EXERCISE BRIEF: Where the string "paths" occurs in a line of the data below, that line should be copied.

DATA FOR PROCESSING:
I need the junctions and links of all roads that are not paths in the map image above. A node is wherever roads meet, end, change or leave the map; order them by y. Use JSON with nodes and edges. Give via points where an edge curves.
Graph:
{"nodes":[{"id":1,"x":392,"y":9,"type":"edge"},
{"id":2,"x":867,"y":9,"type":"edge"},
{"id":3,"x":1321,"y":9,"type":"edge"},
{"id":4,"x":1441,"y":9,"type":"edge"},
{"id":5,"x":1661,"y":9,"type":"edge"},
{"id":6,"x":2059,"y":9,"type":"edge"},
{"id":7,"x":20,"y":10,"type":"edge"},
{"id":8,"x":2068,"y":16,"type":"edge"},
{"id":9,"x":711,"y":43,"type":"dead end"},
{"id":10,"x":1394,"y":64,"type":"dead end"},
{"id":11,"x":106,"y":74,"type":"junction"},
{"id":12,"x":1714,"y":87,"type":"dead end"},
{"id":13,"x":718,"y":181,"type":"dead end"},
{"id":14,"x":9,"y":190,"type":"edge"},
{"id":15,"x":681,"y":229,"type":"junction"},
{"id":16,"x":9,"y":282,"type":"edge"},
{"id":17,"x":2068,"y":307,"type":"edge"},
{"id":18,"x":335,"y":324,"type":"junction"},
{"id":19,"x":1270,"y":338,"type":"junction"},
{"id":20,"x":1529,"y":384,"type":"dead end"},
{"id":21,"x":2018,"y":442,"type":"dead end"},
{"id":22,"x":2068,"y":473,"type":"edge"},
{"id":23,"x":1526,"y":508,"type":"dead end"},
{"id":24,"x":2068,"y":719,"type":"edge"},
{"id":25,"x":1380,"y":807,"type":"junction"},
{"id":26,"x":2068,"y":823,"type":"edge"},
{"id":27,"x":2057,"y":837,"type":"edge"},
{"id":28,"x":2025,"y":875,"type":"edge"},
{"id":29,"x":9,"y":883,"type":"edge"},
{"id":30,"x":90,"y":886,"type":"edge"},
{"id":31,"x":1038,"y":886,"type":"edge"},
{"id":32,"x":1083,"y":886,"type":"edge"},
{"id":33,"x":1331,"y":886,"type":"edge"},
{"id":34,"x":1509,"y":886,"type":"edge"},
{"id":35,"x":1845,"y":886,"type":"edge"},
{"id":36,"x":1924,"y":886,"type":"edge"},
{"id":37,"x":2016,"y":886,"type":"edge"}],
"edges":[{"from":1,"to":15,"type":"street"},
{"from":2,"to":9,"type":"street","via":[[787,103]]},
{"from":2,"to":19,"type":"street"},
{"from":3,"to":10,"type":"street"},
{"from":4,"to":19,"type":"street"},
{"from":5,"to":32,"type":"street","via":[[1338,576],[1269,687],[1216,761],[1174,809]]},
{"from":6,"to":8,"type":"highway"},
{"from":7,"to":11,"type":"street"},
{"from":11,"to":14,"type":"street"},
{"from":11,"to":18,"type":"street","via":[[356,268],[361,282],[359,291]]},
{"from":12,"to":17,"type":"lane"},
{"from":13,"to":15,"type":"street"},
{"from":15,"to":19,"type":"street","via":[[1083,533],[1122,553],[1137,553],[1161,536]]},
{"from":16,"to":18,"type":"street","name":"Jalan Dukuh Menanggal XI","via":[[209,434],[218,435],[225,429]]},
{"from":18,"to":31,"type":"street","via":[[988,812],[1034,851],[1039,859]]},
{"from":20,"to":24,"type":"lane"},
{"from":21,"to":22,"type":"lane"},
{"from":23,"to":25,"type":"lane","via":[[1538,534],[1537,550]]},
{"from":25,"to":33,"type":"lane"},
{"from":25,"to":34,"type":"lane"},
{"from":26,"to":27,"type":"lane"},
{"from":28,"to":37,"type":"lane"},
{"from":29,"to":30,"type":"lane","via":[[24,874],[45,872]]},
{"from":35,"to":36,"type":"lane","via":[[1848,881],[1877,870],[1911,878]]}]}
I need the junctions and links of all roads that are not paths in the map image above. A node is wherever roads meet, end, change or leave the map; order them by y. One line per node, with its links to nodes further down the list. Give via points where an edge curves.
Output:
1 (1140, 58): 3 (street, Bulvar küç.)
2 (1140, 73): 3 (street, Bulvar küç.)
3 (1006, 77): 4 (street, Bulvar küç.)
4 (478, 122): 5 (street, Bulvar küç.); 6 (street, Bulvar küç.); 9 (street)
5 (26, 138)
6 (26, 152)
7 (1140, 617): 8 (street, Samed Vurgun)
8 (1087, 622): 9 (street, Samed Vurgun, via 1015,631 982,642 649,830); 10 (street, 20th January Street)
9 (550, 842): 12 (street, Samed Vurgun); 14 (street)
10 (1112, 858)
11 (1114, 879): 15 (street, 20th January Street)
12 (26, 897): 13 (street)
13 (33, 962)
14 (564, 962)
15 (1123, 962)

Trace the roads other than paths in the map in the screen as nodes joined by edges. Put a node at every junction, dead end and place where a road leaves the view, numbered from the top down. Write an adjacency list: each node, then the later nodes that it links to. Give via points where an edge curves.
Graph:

TASK ANSWER:
I need the junctions and links of all roads that are not paths in the map image above. A node is wherever roads meet, end, change or leave the map; order them by y. Use JSON with nodes and edges. Give via points where an edge curves.
I need the junctions and links of all roads that are not paths in the map image above. A node is wherever roads meet, end, change or leave the map; order them by y. One line per node, with its links to nodes further down the list. Give via points where an edge curves.
Trace the roads other than paths in the map in the screen as nodes joined by edges. Put a node at every junction, dead end and place where a road leaves the view, numbered from the top down. Write an adjacency list: each node, then the later nodes that it links to. Give via points where an edge curves.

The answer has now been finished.